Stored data
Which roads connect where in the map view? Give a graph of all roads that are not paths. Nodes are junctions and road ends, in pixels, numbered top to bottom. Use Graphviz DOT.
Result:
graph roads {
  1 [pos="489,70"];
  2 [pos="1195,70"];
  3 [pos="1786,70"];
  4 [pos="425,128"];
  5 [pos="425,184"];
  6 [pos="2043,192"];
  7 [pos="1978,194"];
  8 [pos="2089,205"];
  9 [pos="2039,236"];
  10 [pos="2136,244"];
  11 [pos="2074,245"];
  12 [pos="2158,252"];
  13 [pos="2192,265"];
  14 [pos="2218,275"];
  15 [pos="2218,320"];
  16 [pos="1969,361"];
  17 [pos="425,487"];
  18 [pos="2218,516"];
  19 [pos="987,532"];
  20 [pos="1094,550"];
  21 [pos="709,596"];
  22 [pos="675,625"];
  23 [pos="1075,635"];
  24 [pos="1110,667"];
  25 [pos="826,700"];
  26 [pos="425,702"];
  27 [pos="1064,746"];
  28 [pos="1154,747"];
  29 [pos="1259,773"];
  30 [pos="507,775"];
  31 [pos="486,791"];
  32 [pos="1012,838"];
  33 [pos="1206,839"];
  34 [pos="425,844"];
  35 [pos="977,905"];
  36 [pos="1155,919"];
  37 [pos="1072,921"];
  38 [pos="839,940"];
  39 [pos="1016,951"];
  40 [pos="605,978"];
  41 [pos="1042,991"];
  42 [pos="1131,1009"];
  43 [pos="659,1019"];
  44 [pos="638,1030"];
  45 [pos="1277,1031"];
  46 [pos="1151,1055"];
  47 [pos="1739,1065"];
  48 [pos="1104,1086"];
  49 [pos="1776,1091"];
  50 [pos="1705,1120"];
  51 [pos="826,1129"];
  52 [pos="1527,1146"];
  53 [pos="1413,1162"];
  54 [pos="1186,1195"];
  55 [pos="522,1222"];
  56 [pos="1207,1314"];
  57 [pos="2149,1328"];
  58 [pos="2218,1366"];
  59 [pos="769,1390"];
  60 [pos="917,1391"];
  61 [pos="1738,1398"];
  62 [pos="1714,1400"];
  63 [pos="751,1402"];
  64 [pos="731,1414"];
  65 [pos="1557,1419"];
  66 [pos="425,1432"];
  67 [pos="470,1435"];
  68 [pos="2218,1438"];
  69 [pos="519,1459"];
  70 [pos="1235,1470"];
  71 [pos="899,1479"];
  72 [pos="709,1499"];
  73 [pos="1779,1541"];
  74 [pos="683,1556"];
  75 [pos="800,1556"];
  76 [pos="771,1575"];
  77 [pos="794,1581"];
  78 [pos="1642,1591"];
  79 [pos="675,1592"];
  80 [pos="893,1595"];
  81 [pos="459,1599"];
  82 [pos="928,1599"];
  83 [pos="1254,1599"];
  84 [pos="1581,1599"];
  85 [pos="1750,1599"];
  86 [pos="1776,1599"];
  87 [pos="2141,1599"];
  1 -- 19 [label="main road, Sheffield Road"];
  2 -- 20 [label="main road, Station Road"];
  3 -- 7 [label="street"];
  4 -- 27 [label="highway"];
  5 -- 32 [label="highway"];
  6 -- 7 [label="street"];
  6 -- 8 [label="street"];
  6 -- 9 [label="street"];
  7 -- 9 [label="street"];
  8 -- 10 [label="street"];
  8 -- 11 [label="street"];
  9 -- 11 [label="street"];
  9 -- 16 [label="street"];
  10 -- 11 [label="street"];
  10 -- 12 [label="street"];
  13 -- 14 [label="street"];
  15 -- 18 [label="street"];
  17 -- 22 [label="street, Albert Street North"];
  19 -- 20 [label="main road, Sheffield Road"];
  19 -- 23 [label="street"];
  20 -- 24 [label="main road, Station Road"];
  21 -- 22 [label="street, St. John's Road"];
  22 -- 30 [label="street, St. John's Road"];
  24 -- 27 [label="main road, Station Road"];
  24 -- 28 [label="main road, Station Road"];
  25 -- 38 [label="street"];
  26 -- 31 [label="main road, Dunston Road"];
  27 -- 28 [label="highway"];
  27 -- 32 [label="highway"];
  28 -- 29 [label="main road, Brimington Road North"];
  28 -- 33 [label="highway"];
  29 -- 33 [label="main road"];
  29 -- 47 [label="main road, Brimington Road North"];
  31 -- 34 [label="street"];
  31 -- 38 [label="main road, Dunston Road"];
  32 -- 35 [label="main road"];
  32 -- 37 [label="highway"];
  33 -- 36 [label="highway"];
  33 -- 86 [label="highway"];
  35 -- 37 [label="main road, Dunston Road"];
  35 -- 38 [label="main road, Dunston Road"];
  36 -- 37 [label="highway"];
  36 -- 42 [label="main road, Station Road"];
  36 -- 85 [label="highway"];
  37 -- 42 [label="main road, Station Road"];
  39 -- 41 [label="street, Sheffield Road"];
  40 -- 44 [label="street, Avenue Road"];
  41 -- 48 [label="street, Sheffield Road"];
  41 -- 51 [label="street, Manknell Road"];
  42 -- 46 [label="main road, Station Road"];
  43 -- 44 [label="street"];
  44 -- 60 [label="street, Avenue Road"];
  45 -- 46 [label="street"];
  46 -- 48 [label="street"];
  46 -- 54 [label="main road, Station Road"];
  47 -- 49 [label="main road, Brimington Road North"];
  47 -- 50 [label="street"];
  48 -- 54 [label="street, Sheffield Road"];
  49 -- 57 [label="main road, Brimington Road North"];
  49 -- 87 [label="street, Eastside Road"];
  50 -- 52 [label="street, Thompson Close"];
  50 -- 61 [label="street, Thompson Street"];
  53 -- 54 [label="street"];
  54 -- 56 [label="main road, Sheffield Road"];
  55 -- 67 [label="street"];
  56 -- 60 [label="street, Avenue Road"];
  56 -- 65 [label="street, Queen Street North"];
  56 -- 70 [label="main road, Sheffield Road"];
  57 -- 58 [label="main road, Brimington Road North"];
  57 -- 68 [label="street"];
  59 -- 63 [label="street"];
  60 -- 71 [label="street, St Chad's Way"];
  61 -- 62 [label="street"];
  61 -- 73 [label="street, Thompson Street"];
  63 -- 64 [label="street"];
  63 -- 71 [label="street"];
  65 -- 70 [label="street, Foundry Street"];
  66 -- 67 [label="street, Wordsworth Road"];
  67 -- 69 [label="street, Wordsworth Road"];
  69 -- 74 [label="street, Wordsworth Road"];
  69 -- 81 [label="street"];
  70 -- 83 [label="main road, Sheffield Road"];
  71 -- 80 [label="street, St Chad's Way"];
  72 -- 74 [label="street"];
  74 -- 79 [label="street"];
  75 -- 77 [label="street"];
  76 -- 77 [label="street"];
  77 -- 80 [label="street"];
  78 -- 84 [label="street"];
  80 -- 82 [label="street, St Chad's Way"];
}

Instructions to follow: Repeat the data in its entirety, character for character.

Output:
Which roads connect where in the map view? Give a graph of all roads that are not paths. Nodes are junctions and road ends, in pixels, numbered top to bottom. Use Graphviz DOT.
Result:
graph roads {
  1 [pos="489,70"];
  2 [pos="1195,70"];
  3 [pos="1786,70"];
  4 [pos="425,128"];
  5 [pos="425,184"];
  6 [pos="2043,192"];
  7 [pos="1978,194"];
  8 [pos="2089,205"];
  9 [pos="2039,236"];
  10 [pos="2136,244"];
  11 [pos="2074,245"];
  12 [pos="2158,252"];
  13 [pos="2192,265"];
  14 [pos="2218,275"];
  15 [pos="2218,320"];
  16 [pos="1969,361"];
  17 [pos="425,487"];
  18 [pos="2218,516"];
  19 [pos="987,532"];
  20 [pos="1094,550"];
  21 [pos="709,596"];
  22 [pos="675,625"];
  23 [pos="1075,635"];
  24 [pos="1110,667"];
  25 [pos="826,700"];
  26 [pos="425,702"];
  27 [pos="1064,746"];
  28 [pos="1154,747"];
  29 [pos="1259,773"];
  30 [pos="507,775"];
  31 [pos="486,791"];
  32 [pos="1012,838"];
  33 [pos="1206,839"];
  34 [pos="425,844"];
  35 [pos="977,905"];
  36 [pos="1155,919"];
  37 [pos="1072,921"];
  38 [pos="839,940"];
  39 [pos="1016,951"];
  40 [pos="605,978"];
  41 [pos="1042,991"];
  42 [pos="1131,1009"];
  43 [pos="659,1019"];
  44 [pos="638,1030"];
  45 [pos="1277,1031"];
  46 [pos="1151,1055"];
  47 [pos="1739,1065"];
  48 [pos="1104,1086"];
  49 [pos="1776,1091"];
  50 [pos="1705,1120"];
  51 [pos="826,1129"];
  52 [pos="1527,1146"];
  53 [pos="1413,1162"];
  54 [pos="1186,1195"];
  55 [pos="522,1222"];
  56 [pos="1207,1314"];
  57 [pos="2149,1328"];
  58 [pos="2218,1366"];
  59 [pos="769,1390"];
  60 [pos="917,1391"];
  61 [pos="1738,1398"];
  62 [pos="1714,1400"];
  63 [pos="751,1402"];
  64 [pos="731,1414"];
  65 [pos="1557,1419"];
  66 [pos="425,1432"];
  67 [pos="470,1435"];
  68 [pos="2218,1438"];
  69 [pos="519,1459"];
  70 [pos="1235,1470"];
  71 [pos="899,1479"];
  72 [pos="709,1499"];
  73 [pos="1779,1541"];
  74 [pos="683,1556"];
  75 [pos="800,1556"];
  76 [pos="771,1575"];
  77 [pos="794,1581"];
  78 [pos="1642,1591"];
  79 [pos="675,1592"];
  80 [pos="893,1595"];
  81 [pos="459,1599"];
  82 [pos="928,1599"];
  83 [pos="1254,1599"];
  84 [pos="1581,1599"];
  85 [pos="1750,1599"];
  86 [pos="1776,1599"];
  87 [pos="2141,1599"];
  1 -- 19 [label="main road, Sheffield Road"];
  2 -- 20 [label="main road, Station Road"];
  3 -- 7 [label="street"];
  4 -- 27 [label="highway"];
  5 -- 32 [label="highway"];
  6 -- 7 [label="street"];
  6 -- 8 [label="street"];
  6 -- 9 [label="street"];
  7 -- 9 [label="street"];
  8 -- 10 [label="street"];
  8 -- 11 [label="street"];
  9 -- 11 [label="street"];
  9 -- 16 [label="street"];
  10 -- 11 [label="street"];
  10 -- 12 [label="street"];
  13 -- 14 [label="street"];
  15 -- 18 [label="street"];
  17 -- 22 [label="street, Albert Street North"];
  19 -- 20 [label="main road, Sheffield Road"];
  19 -- 23 [label="street"];
  20 -- 24 [label="main road, Station Road"];
  21 -- 22 [label="street, St. John's Road"];
  22 -- 30 [label="street, St. John's Road"];
  24 -- 27 [label="main road, Station Road"];
  24 -- 28 [label="main road, Station Road"];
  25 -- 38 [label="street"];
  26 -- 31 [label="main road, Dunston Road"];
  27 -- 28 [label="highway"];
  27 -- 32 [label="highway"];
  28 -- 29 [label="main road, Brimington Road North"];
  28 -- 33 [label="highway"];
  29 -- 33 [label="main road"];
  29 -- 47 [label="main road, Brimington Road North"];
  31 -- 34 [label="street"];
  31 -- 38 [label="main road, Dunston Road"];
  32 -- 35 [label="main road"];
  32 -- 37 [label="highway"];
  33 -- 36 [label="highway"];
  33 -- 86 [label="highway"];
  35 -- 37 [label="main road, Dunston Road"];
  35 -- 38 [label="main road, Dunston Road"];
  36 -- 37 [label="highway"];
  36 -- 42 [label="main road, Station Road"];
  36 -- 85 [label="highway"];
  37 -- 42 [label="main road, Station Road"];
  39 -- 41 [label="street, Sheffield Road"];
  40 -- 44 [label="street, Avenue Road"];
  41 -- 48 [label="street, Sheffield Road"];
  41 -- 51 [label="street, Manknell Road"];
  42 -- 46 [label="main road, Station Road"];
  43 -- 44 [label="street"];
  44 -- 60 [label="street, Avenue Road"];
  45 -- 46 [label="street"];
  46 -- 48 [label="street"];
  46 -- 54 [label="main road, Station Road"];
  47 -- 49 [label="main road, Brimington Road North"];
  47 -- 50 [label="street"];
  48 -- 54 [label="street, Sheffield Road"];
  49 -- 57 [label="main road, Brimington Road North"];
  49 -- 87 [label="street, Eastside Road"];
  50 -- 52 [label="street, Thompson Close"];
  50 -- 61 [label="street, Thompson Street"];
  53 -- 54 [label="street"];
  54 -- 56 [label="main road, Sheffield Road"];
  55 -- 67 [label="street"];
  56 -- 60 [label="street, Avenue Road"];
  56 -- 65 [label="street, Queen Street North"];
  56 -- 70 [label="main road, Sheffield Road"];
  57 -- 58 [label="main road, Brimington Road North"];
  57 -- 68 [label="street"];
  59 -- 63 [label="street"];
  60 -- 71 [label="street, St Chad's Way"];
  61 -- 62 [label="street"];
  61 -- 73 [label="street, Thompson Street"];
  63 -- 64 [label="street"];
  63 -- 71 [label="street"];
  65 -- 70 [label="street, Foundry Street"];
  66 -- 67 [label="street, Wordsworth Road"];
  67 -- 69 [label="street, Wordsworth Road"];
  69 -- 74 [label="street, Wordsworth Road"];
  69 -- 81 [label="street"];
  70 -- 83 [label="main road, Sheffield Road"];
  71 -- 80 [label="street, St Chad's Way"];
  72 -- 74 [label="street"];
  74 -- 79 [label="street"];
  75 -- 77 [label="street"];
  76 -- 77 [label="street"];
  77 -- 80 [label="street"];
  78 -- 84 [label="street"];
  80 -- 82 [label="street, St Chad's Way"];
}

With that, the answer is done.